◆ **Exercise directions**
Transcribe all of the entries below exactly. Leave out the pictures.

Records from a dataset
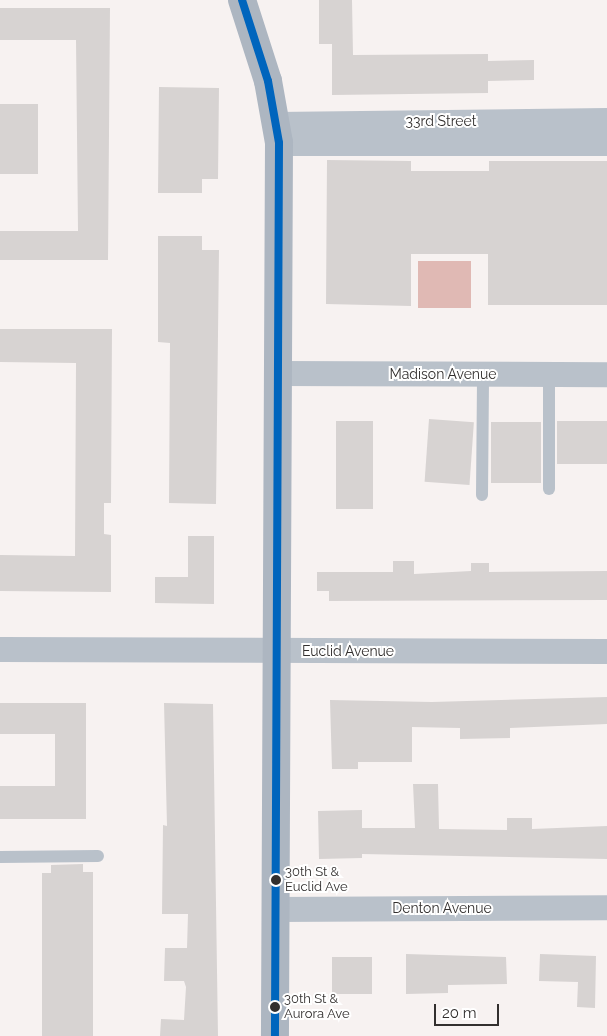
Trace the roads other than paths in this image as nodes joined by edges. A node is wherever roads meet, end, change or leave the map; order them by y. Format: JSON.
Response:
{"nodes":[{"id":1,"x":242,"y":0,"type":"edge"},
{"id":2,"x":607,"y":120,"type":"edge"},
{"id":3,"x":277,"y":133,"type":"junction"},
{"id":4,"x":607,"y":143,"type":"edge"},
{"id":5,"x":278,"y":373,"type":"junction"},
{"id":6,"x":483,"y":374,"type":"junction"},
{"id":7,"x":548,"y":374,"type":"junction"},
{"id":8,"x":607,"y":374,"type":"edge"},
{"id":9,"x":549,"y":489,"type":"dead end"},
{"id":10,"x":482,"y":495,"type":"dead end"},
{"id":11,"x":0,"y":649,"type":"edge"},
{"id":12,"x":607,"y":650,"type":"edge"},
{"id":13,"x":278,"y":651,"type":"junction"},
{"id":14,"x":98,"y":856,"type":"dead end"},
{"id":15,"x":0,"y":857,"type":"edge"},
{"id":16,"x":607,"y":908,"type":"edge"},
{"id":17,"x":276,"y":909,"type":"junction"},
{"id":18,"x":276,"y":1036,"type":"edge"}],
"edges":[{"from":1,"to":3,"type":"main road"},
{"from":2,"to":3,"type":"street","name":"33rd Street"},
{"from":3,"to":4,"type":"street","name":"33rd Street"},
{"from":3,"to":5,"type":"main road"},
{"from":5,"to":6,"type":"street","name":"Madison Avenue"},
{"from":5,"to":13,"type":"main road"},
{"from":6,"to":7,"type":"street","name":"Madison Avenue"},
{"from":6,"to":10,"type":"lane"},
{"from":7,"to":8,"type":"street","name":"Madison Avenue"},
{"from":7,"to":9,"type":"lane"},
{"from":11,"to":13,"type":"street","name":"Euclid Avenue"},
{"from":12,"to":13,"type":"street","name":"Euclid Avenue"},
{"from":13,"to":17,"type":"main road"},
{"from":14,"to":15,"type":"lane"},
{"from":16,"to":17,"type":"street","name":"Denton Avenue"},
{"from":17,"to":18,"type":"main road"}]}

◆ **The completed task**
Trace the roads other than paths in this image as nodes joined by edges. A node is wherever roads meet, end, change or leave the map; order them by y. Format: JSON.
Response:
{"nodes":[{"id":1,"x":242,"y":0,"type":"edge"},
{"id":2,"x":607,"y":120,"type":"edge"},
{"id":3,"x":277,"y":133,"type":"junction"},
{"id":4,"x":607,"y":143,"type":"edge"},
{"id":5,"x":278,"y":373,"type":"junction"},
{"id":6,"x":483,"y":374,"type":"junction"},
{"id":7,"x":548,"y":374,"type":"junction"},
{"id":8,"x":607,"y":374,"type":"edge"},
{"id":9,"x":549,"y":489,"type":"dead end"},
{"id":10,"x":482,"y":495,"type":"dead end"},
{"id":11,"x":0,"y":649,"type":"edge"},
{"id":12,"x":607,"y":650,"type":"edge"},
{"id":13,"x":278,"y":651,"type":"junction"},
{"id":14,"x":98,"y":856,"type":"dead end"},
{"id":15,"x":0,"y":857,"type":"edge"},
{"id":16,"x":607,"y":908,"type":"edge"},
{"id":17,"x":276,"y":909,"type":"junction"},
{"id":18,"x":276,"y":1036,"type":"edge"}],
"edges":[{"from":1,"to":3,"type":"main road"},
{"from":2,"to":3,"type":"street","name":"33rd Street"},
{"from":3,"to":4,"type":"street","name":"33rd Street"},
{"from":3,"to":5,"type":"main road"},
{"from":5,"to":6,"type":"street","name":"Madison Avenue"},
{"from":5,"to":13,"type":"main road"},
{"from":6,"to":7,"type":"street","name":"Madison Avenue"},
{"from":6,"to":10,"type":"lane"},
{"from":7,"to":8,"type":"street","name":"Madison Avenue"},
{"from":7,"to":9,"type":"lane"},
{"from":11,"to":13,"type":"street","name":"Euclid Avenue"},
{"from":12,"to":13,"type":"street","name":"Euclid Avenue"},
{"from":13,"to":17,"type":"main road"},
{"from":14,"to":15,"type":"lane"},
{"from":16,"to":17,"type":"street","name":"Denton Avenue"},
{"from":17,"to":18,"type":"main road"}]}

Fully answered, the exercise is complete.